The Misery EP that we’ve been working on for most of a year now is finally only a couple recording sessions from being finished.  And with it will come a total website revamp, and a new promotional push.  Now is a good moment to really take stock of the current climate for selling and distributing music, and try and figure out how best to make use of our limited resources to give—and maybe even sell—people the fruits of our creativity and labor in a form that will be meaningful to them, and hopefully rewarding enough to us to keep going.
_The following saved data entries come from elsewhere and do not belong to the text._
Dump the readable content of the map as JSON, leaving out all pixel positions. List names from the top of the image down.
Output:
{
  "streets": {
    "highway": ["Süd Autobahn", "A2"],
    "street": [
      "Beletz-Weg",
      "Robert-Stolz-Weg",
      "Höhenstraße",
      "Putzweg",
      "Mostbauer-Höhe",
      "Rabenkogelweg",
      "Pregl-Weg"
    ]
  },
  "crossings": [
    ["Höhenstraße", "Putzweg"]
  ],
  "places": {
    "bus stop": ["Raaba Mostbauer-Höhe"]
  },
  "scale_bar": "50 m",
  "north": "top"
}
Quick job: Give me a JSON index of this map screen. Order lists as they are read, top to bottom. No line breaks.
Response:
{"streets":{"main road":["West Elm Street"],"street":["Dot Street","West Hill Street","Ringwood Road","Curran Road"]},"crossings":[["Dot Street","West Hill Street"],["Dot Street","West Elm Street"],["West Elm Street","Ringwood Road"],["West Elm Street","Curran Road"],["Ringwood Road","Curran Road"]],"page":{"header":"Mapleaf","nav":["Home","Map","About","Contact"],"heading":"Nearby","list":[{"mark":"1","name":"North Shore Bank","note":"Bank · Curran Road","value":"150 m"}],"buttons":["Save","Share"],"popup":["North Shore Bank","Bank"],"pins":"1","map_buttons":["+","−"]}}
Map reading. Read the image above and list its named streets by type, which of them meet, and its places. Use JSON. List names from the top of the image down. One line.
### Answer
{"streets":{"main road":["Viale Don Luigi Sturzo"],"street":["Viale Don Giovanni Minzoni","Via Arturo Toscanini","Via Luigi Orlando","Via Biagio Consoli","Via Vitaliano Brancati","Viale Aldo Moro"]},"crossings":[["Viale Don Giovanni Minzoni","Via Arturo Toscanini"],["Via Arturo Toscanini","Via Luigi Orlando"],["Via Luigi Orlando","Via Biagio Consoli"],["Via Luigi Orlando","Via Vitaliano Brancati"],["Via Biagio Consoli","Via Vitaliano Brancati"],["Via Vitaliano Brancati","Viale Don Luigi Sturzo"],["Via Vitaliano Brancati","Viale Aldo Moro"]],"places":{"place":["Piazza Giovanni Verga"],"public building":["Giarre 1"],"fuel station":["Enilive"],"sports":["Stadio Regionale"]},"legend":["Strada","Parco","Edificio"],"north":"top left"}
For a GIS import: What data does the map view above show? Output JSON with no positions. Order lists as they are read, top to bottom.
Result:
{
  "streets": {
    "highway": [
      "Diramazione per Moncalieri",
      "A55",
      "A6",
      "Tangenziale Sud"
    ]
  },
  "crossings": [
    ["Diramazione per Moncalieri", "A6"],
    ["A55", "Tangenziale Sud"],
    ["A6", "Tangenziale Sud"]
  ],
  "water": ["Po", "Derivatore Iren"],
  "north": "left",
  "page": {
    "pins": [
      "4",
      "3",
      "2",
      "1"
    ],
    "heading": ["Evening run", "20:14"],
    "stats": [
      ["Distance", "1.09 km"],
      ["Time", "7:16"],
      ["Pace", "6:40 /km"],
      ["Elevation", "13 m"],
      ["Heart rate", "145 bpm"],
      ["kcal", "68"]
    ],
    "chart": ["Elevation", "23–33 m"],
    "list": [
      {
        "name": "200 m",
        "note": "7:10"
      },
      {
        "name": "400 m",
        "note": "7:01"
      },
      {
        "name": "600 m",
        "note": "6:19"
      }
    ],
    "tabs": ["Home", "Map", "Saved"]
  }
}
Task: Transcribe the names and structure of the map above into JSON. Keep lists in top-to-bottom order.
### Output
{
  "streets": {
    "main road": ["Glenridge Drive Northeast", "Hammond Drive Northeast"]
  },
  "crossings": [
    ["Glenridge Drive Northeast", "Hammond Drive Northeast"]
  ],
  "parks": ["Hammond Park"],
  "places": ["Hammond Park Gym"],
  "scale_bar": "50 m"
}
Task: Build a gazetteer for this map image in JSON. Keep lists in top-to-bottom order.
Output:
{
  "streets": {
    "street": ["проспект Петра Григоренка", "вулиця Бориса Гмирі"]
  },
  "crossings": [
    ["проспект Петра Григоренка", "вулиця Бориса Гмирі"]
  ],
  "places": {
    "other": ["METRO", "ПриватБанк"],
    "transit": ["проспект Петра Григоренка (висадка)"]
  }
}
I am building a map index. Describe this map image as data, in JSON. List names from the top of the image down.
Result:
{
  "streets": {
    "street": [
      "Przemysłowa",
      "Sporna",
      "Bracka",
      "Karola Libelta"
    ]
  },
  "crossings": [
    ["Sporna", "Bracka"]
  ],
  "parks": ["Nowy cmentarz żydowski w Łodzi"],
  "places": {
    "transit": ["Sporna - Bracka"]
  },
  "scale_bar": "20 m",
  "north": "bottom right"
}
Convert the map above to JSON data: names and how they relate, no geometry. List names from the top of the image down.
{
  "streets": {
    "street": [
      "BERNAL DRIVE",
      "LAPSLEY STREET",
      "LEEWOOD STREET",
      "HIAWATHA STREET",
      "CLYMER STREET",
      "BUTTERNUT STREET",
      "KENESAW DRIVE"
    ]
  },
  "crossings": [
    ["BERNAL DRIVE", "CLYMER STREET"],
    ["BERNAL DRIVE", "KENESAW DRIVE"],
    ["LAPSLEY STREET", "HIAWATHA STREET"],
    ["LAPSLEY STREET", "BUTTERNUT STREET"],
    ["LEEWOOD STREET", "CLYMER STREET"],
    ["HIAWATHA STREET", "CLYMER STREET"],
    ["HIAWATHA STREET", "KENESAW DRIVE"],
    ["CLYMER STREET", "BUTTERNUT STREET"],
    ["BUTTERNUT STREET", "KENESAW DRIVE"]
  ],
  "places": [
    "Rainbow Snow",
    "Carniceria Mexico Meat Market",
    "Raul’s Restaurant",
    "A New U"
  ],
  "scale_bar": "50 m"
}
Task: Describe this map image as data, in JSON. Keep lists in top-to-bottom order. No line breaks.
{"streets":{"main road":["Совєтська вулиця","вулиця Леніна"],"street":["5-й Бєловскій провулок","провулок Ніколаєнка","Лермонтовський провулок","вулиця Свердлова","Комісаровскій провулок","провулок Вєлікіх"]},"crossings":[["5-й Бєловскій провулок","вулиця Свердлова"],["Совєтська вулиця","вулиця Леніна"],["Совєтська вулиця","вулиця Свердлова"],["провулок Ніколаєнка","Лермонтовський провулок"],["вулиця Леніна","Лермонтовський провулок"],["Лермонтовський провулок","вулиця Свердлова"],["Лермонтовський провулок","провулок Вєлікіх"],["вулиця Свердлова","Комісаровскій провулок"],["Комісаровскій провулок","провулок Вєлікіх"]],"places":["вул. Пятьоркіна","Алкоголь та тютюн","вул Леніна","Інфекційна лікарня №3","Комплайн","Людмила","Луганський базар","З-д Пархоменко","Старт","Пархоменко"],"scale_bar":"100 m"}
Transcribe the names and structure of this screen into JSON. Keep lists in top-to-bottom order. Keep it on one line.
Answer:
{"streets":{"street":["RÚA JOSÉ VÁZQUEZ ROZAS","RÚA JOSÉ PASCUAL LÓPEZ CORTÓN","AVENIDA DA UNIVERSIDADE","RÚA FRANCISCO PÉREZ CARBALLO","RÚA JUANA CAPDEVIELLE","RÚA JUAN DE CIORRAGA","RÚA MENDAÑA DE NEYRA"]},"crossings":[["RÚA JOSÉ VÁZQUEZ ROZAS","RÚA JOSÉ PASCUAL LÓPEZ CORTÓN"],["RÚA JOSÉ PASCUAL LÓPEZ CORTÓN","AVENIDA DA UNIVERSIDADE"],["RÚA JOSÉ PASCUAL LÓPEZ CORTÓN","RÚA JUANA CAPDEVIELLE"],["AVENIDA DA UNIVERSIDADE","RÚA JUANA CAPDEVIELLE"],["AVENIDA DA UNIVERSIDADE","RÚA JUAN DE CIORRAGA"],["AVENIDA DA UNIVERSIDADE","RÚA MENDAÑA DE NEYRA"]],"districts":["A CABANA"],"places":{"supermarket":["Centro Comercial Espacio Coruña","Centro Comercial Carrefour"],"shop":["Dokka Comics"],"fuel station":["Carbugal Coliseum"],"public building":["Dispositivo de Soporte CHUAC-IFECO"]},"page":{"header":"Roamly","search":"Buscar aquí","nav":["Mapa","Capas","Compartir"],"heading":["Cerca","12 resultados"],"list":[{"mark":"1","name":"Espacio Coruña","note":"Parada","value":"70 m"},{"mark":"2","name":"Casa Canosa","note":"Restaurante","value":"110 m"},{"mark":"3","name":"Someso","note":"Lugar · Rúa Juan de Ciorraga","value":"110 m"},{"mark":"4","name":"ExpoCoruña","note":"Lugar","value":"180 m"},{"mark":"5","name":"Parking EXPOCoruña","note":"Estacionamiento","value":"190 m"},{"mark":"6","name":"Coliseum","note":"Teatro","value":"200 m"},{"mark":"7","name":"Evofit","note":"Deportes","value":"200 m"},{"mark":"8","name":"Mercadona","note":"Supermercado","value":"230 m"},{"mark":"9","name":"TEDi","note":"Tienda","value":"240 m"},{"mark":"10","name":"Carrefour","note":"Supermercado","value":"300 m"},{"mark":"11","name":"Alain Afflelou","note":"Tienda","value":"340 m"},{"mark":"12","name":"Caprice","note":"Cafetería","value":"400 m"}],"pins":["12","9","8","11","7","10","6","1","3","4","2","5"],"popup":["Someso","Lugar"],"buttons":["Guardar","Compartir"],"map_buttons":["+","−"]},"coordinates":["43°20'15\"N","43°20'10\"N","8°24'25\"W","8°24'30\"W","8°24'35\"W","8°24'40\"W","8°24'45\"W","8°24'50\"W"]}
This was a wake up call for us.  But now we’re fully awake…

Nude…but kinda rude

Posted in general, other bands, ranting on April 2nd, 2008 by admin

Letting your fans remix your songs is all the rage, at least with cutting edge artists.  Now Radiohead wants to get into the action.  So they’ve created a website so fans can remix the current single, Nude, from their  current In Rainbows.  The general idea is that they give you a few “stems” (submixes of elements of the song) and you can use these to recreate the song however you see fit, then upload it to a special website.  http://www.radioheadremix.com/information/

Conceptually, I think invites to remix a song is a great way to encourage fan interaction…But I think Radiohead is actually going about this in a pretty sucky way.
1) You cannot download the stems for free; you buy EACH STEM individually from the iTunes Music Store
2) You are not even buying uncompressed WAV files; you’re buying 256k AAC (“iTunes Plus”) files.
3) Only if you buy all five stems at once THIS WEEK do you get to download a GarageBand format song file with all of the stems added.
4) Five stems only?  Trent Reznor, who offers FREE downloads of stems in WAV or GarageBand format at http://remix.nin.com, offers dozens of stems for NIN songs…

All this makes me wonder: is Radiohead serious about encouraging fans to remix their music?  Or is this just another marketing campaign?  From a PR point of view, Radiohead will definitely get press from this, and of course the stems for sale mean that the single itself will generate more money than just the single itself (especially considering that it was available for free).

Regardless of what I think of the song Nude, (personally, I find it dull), or Radiohead in general (I am a fan), I am disappointed in they way they chose to do this.  Maybe I’m just being skeptical…but I think this is just a sales ploy, not an attempt to build an interactive fan community, the way Nine Inch Nails are.